*** Opening of DATA LISTING ***

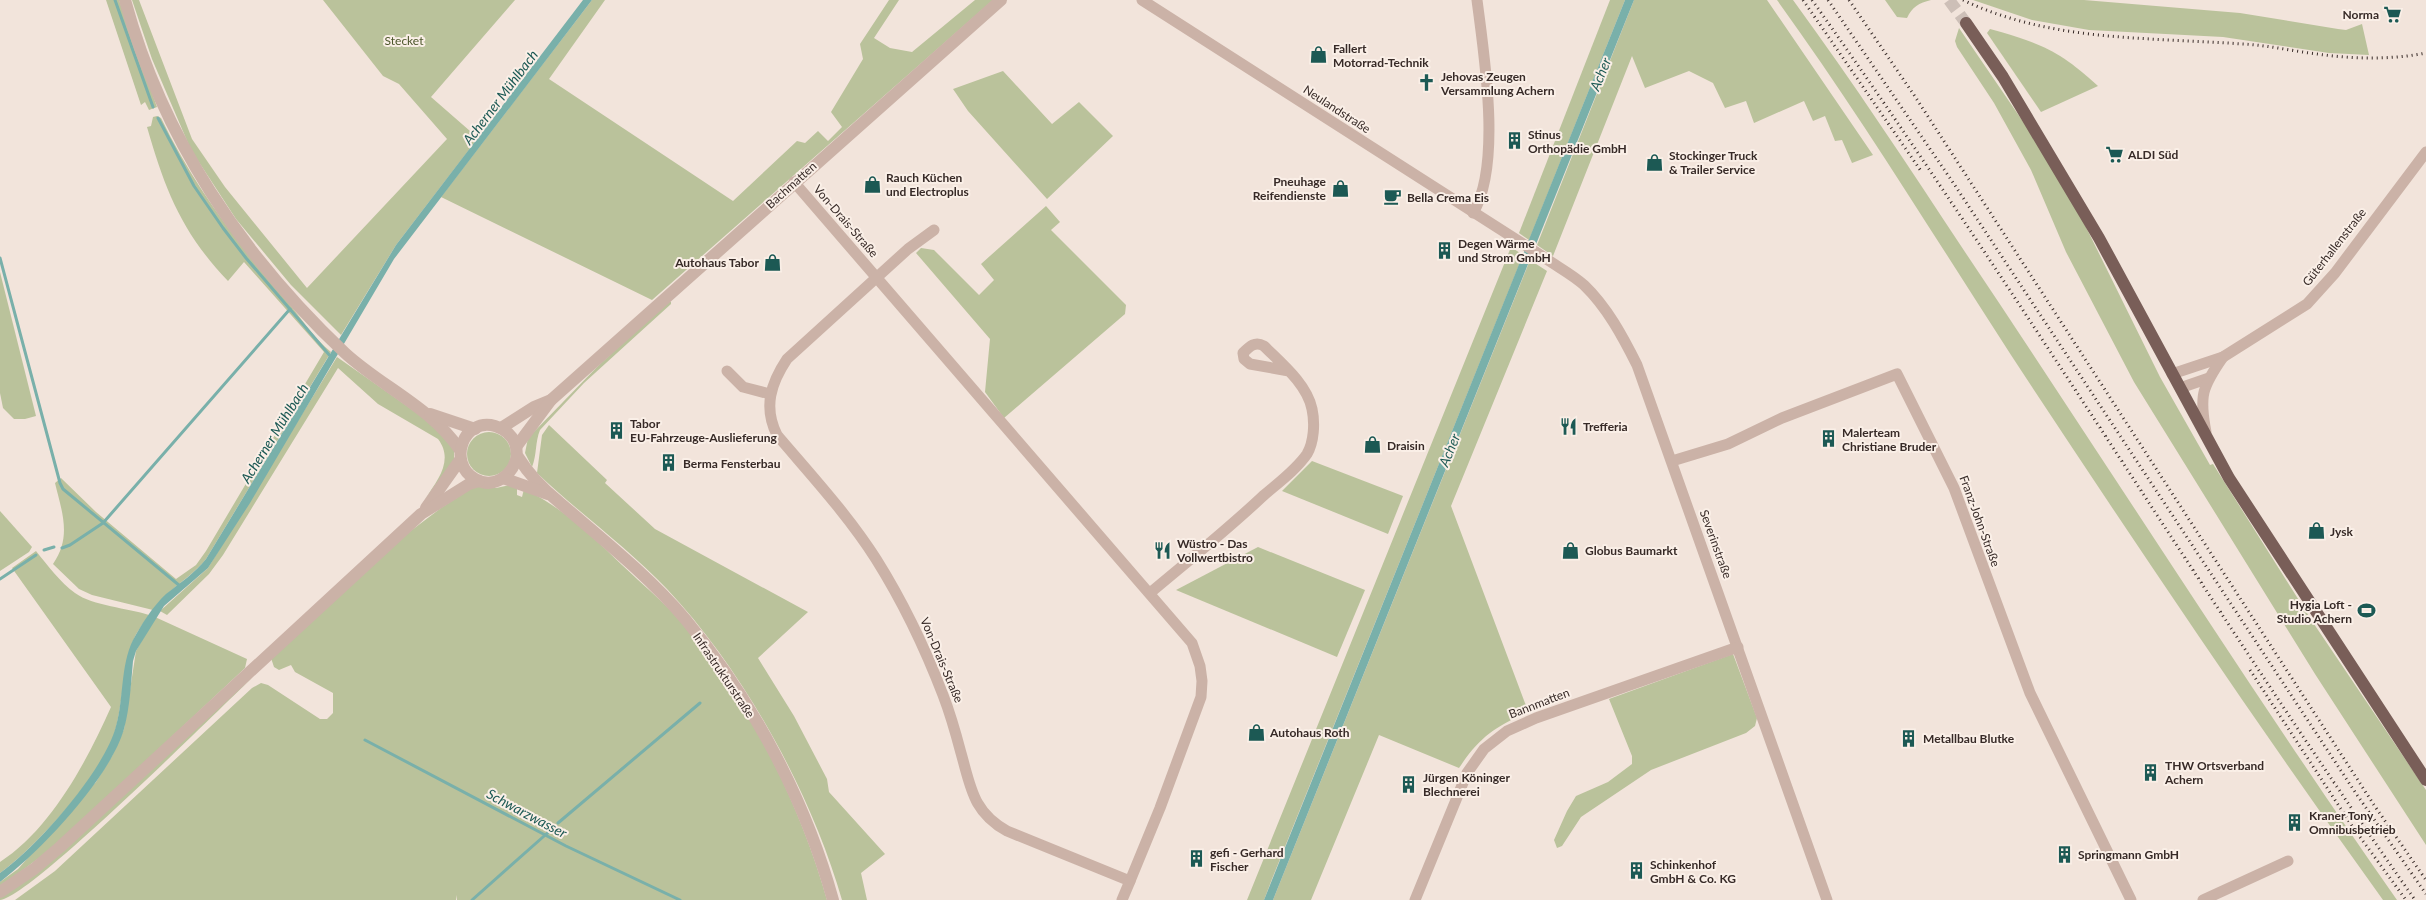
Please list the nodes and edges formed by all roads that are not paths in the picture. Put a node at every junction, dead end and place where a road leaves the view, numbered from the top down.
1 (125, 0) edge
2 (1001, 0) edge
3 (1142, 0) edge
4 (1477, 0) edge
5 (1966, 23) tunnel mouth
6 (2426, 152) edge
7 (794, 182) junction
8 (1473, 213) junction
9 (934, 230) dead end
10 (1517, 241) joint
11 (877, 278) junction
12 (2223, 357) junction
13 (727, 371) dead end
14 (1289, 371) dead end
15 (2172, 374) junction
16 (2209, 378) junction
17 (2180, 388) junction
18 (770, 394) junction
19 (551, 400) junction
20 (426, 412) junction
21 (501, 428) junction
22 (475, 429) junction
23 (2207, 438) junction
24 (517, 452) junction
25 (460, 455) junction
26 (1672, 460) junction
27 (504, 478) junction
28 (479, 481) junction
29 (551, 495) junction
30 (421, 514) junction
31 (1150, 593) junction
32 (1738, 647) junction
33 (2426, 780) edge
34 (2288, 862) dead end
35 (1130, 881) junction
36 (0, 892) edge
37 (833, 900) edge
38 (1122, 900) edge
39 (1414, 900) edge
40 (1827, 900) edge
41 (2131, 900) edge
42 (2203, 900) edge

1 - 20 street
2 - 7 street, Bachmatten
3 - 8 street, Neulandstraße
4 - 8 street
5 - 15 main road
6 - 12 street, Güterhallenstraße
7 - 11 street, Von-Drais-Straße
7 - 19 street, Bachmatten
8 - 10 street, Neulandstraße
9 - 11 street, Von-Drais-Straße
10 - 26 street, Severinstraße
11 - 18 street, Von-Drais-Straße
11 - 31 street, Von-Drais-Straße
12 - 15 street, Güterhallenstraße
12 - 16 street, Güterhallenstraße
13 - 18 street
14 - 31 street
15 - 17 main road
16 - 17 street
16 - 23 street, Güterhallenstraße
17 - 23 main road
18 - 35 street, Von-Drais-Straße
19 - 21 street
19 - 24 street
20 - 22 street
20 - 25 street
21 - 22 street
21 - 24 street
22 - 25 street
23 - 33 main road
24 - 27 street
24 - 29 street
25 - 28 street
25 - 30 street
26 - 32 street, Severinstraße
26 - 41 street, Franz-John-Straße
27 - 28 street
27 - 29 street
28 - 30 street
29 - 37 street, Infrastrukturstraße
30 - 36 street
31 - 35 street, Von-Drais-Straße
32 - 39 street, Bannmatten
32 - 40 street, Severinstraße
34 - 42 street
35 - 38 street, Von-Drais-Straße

*** Close of DATA LISTING ***

◆ **TASK BRIEF**
Every line from the data above that contains "Neulandstraße" must appear in the answer.

◆ **TASK RESULT**
3 - 8 street, Neulandstraße
8 - 10 street, Neulandstraße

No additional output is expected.